'Fort Sam's Own' Army Band Plays On, Awaiting New Orders

May 7, 2018

Chief Warrant Officer 4 Jonathan Ward, bandmaster for the 323rd, directs members before a concert at JBSA-Fort Sam Houston on Sunday.
Credit Carson Frame / Texas Public Radio

At a concert celebrating Military Appreciation weekend, the 323d Army Band played loud and strong at Joint Base San Antonio-Fort Sam Houston, despite being at a crossroads.


This weekend’s concert was supposed to be one of the last for the 323d Army Band, fondly known as Fort Sam’s Own. Last year, the band fell victim to a force restructuring measure. Many of its members have already been re-stationed. But instead of hitting a somber note Sunday, the 323d played with its usual gusto — its fate had taken a turn.
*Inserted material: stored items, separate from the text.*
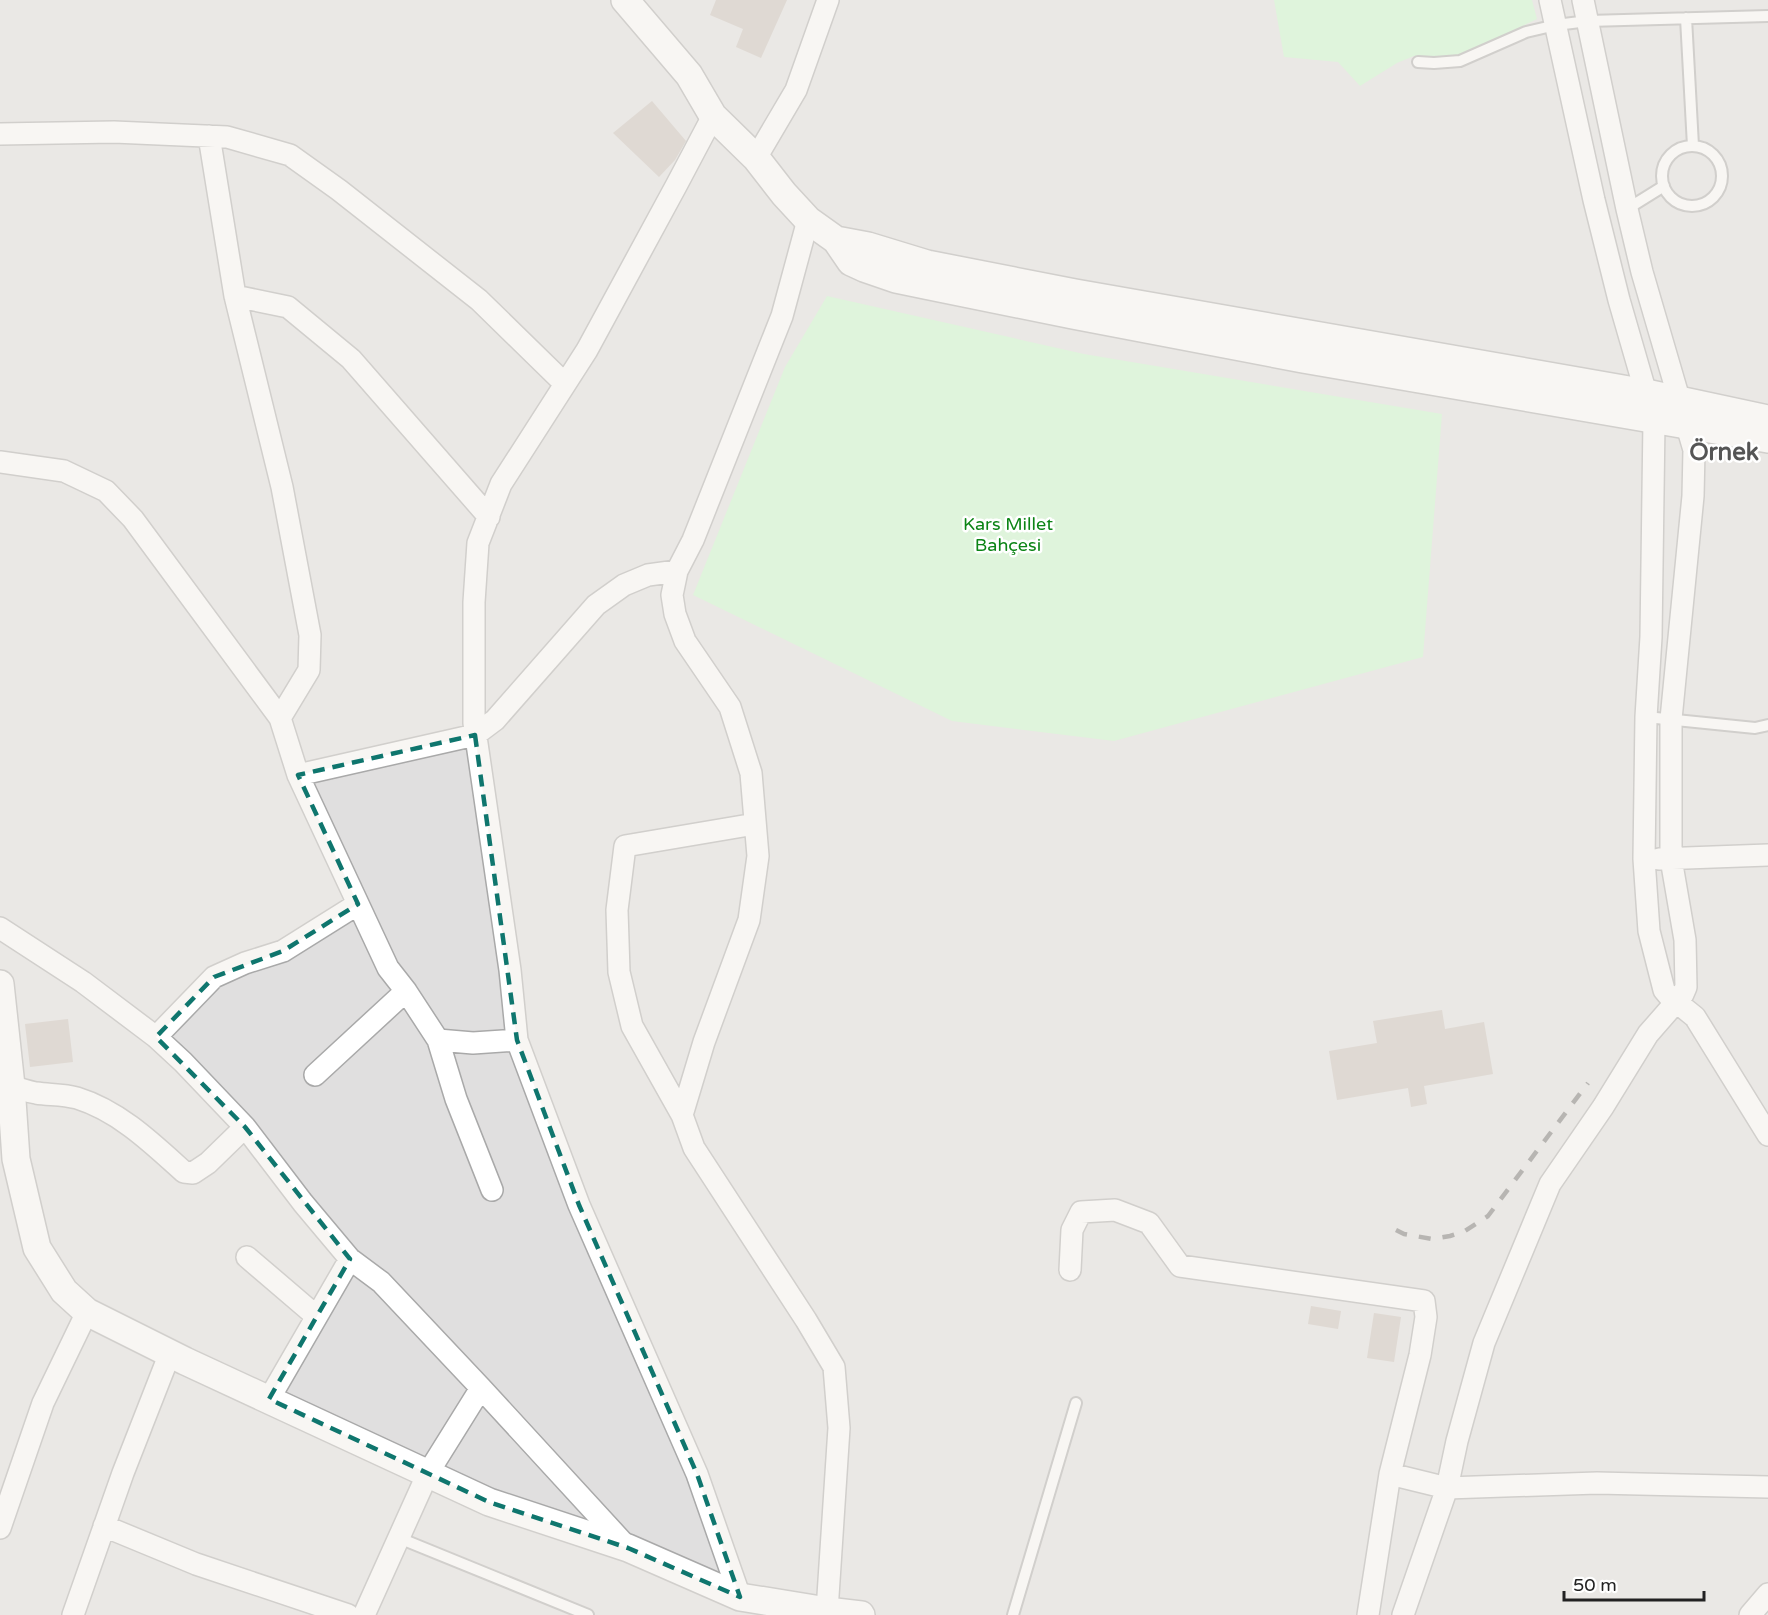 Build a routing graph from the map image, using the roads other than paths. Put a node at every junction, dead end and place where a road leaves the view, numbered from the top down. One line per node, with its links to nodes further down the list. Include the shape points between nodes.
1 (625, 0): 10 (street, via 689,75)
2 (828, 0): 14 (street, via 796,90)
3 (1550, 0): 8 (street)
4 (1583, 0): 7 (street)
5 (1768, 16): 6 (lane)
6 (1686, 18): 7 (lane); 13 (lane)
7 (1588, 21): 8 (lane); 16 (street)
8 (1556, 25): 9 (lane, via 1526,32 1460,61); 21 (street, via 1597,211)
9 (1418, 62)
10 (713, 116): 14 (street); 20 (street)
11 (0, 134): 12 (street, via 114,132)
12 (208, 136): 19 (street); 20 (street, via 227,137 290,155 479,300)
13 (1693, 146): 15 (lane, via 1675,151 1668,158 1663,167); 15 (lane, via 1703,148 1717,159 1722,176 1717,192 1704,203 1685,205 1676,201)
14 (756, 158): 17 (street)
15 (1664, 186): 16 (lane)
16 (1627, 209): 22 (street)
17 (808, 220): 18 (street); 28 (street, via 782,316)
18 (836, 240): 21 (street, via 927,264 1064,291); 24 (street, via 851,262 896,279 1303,359)
19 (235, 296): 27 (street, via 288,307 351,359); 30 (street, via 282,487 310,635 309,670)
20 (565, 384): 27 (street, via 501,484)
21 (1646, 393): 22 (street); 24 (street)
22 (1684, 413): 23 (street); 24 (street); 25 (street); 31 (street, via 1694,450 1693,496)
23 (1768, 419)
24 (1654, 421): 29 (street)
25 (1768, 439)
26 (0, 462): 30 (street, via 64,471 106,491 133,519)
27 (489, 517): 33 (street, via 478,543 474,602)
28 (677, 572): 33 (street, via 648,575 624,585 596,605 495,720); 35 (street, via 672,595 675,614 685,641 730,707 751,773)
29 (1646, 717): 31 (lane); 37 (street)
30 (280, 718): 34 (street)
31 (1671, 718): 32 (lane, via 1755,728); 38 (street)
32 (1768, 725)
33 (476, 735): 34 (street); 46 (street)
34 (298, 775): 39 (street)
35 (755, 824): 49 (street, via 758,856 749,920); 49 (street, via 625,846 617,910 620,972 632,1026)
36 (1768, 855): 38 (street)
37 (1644, 859): 38 (street); 43 (street, via 1649,931 1664,990)
38 (1671, 859): 43 (street, via 1686,972 1686,987)
39 (358, 904): 42 (street, via 388,968); 44 (street, via 283,951 214,976)
40 (0, 928): 44 (street, via 83,982)
41 (0, 984): 48 (street)
42 (406, 991): 45 (street); 47 (street)
43 (1676, 1001): 51 (street, via 1695,1017); 65 (street, via 1647,1034 1550,1184 1484,1343)
44 (156, 1037): 50 (street)
45 (438, 1040): 46 (street); 52 (street, via 456,1099)
46 (517, 1040): 71 (street, via 579,1204 697,1474)
47 (315, 1075)
48 (6, 1084): 50 (street, via 35,1093 80,1099 107,1111 137,1130 184,1172 193,1173 208,1163); 56 (street, via 16,1159 37,1248 64,1291)
49 (682, 1114): 73 (street, via 694,1148 834,1367 839,1428)
50 (245, 1126): 54 (street)
51 (1768, 1135)
52 (492, 1190)
53 (248, 1257): 57 (street)
54 (350, 1259): 57 (street); 59 (street, via 381,1282)
55 (1070, 1270): 63 (street, via 1072,1230 1081,1212 1115,1210 1149,1223 1180,1266 1424,1301 1426,1317 1420,1355)
56 (87, 1312): 58 (street); 67 (street, via 43,1403)
57 (316, 1316): 60 (street)
58 (170, 1353): 60 (street); 66 (street)
59 (481, 1388): 62 (street); 69 (street)
60 (268, 1399): 62 (street)
61 (1076, 1403): 79 (lane)
62 (428, 1473): 68 (street); 69 (street, via 489,1502)
63 (1390, 1474): 65 (street); 80 (street)
64 (1768, 1486): 65 (street, via 1598,1483)
65 (1447, 1488): 81 (street)
66 (104, 1526): 74 (street); 75 (street, via 196,1564)
67 (0, 1528)
68 (399, 1538): 76 (street); 77 (lane)
69 (628, 1548): 71 (street)
70 (1768, 1594): 82 (street)
71 (740, 1597): 72 (street)
72 (770, 1609): 73 (street)
73 (816, 1612): 78 (street)
74 (73, 1615)
75 (348, 1615)
76 (364, 1615)
77 (588, 1615)
78 (861, 1615)
79 (1013, 1615)
80 (1368, 1615)
81 (1403, 1615)
82 (1750, 1615) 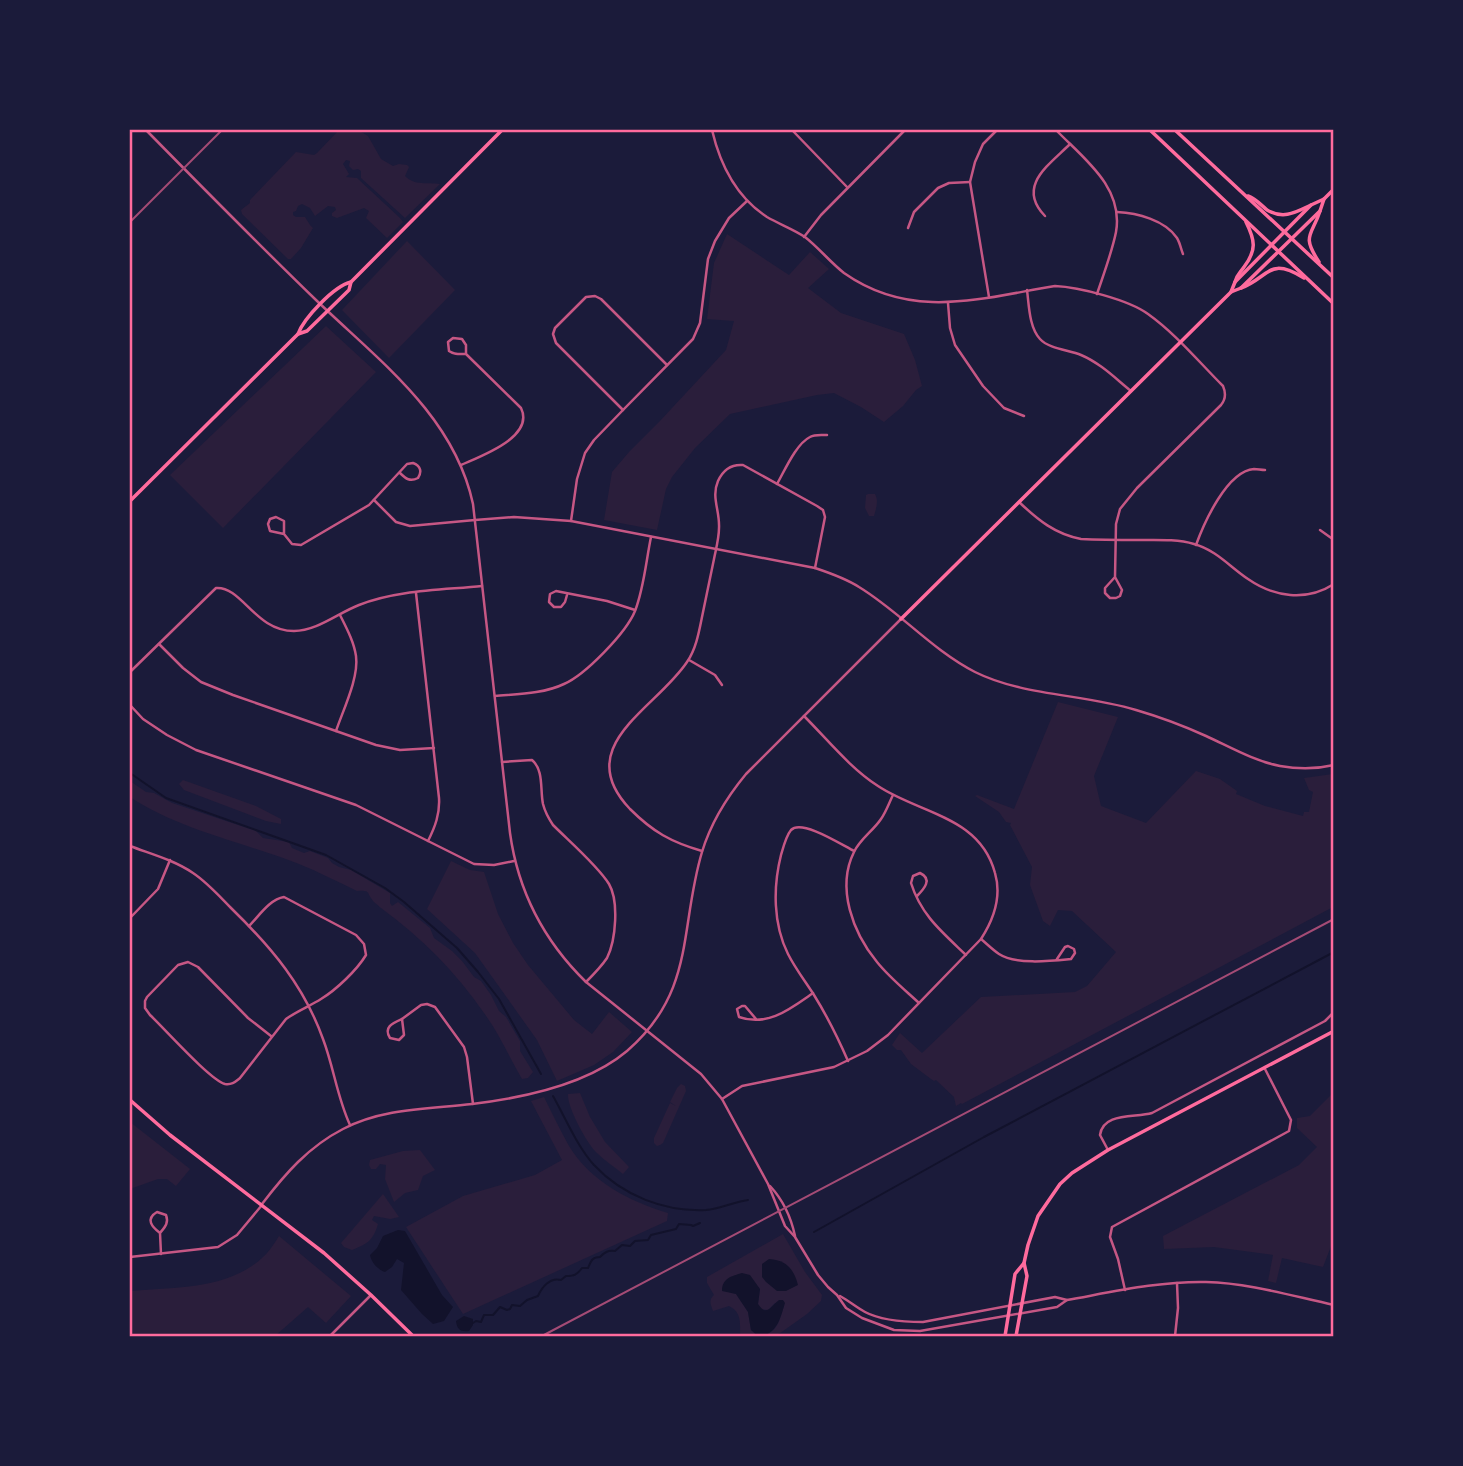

Lt. Gen. Jeffrey Buchanan, commander of Army North, announced in late April that the decision to deactivate the band had been reversed. The Army and Congress had considered factors like troop population and community size — and decided Fort Sam Houston needed its band.

Now, the Army is looking at ways of redistributing its musical personnel to keep the 323d alive.

Chief Warrant Officer 4 Jonathan Ward, bandmaster for the 323d, offered his assessment of the situation.

“We provide music,” he said. “I think that we should provide it to the best of our ability and to as much of the Army as possible. If that means spreading the peanut butter just a little bit thinner, I think we can do that."

When asked if the decision to save the band had anything to do with the passage of the massive 2018 defense budget, Ward said he didn’t think so.

"We're not trying to grow any personnel,” he said. “So what we're trying to do doesn't cost the Army any more money.”

At a concert celebrating Military Appreciation weekend, the 323rd Army Band played loud and strong at Joint Base San Antonio-Fort Sam Houston.
Credit Carson Frame / Texas Public Radio

For now, Ward said the 323d Army Band is still operating under the old deactivation orders.  Its membership will dwindle down to just 16 people in July and August. However, the band will continue to provide musical support, playing at events like naturalization ceremonies, graduations, and changes of command.

Ward said he’s optimistic that new orders will come down soon, allowing new band members to be brought in.

“I think that's kind of where everybody is, hoping that the right decisions are made. ... I want to see it go on, just for the community here. Because as the seventh largest city in the U.S., Military City USA, we have to have an Army band here."

Ward said community support for the band has been heartening.

“Everywhere we go, we get 'Oh, it's so sad; we're so sad to be losing you. So disappointed. What can I do? Can I write my congressman?'” he said.

Meanwhile, Ward is readying for his next duty station overseas, where he’ll serve as bandmaster for a whole new group of musicians. A native Texan is being considered as his replacement.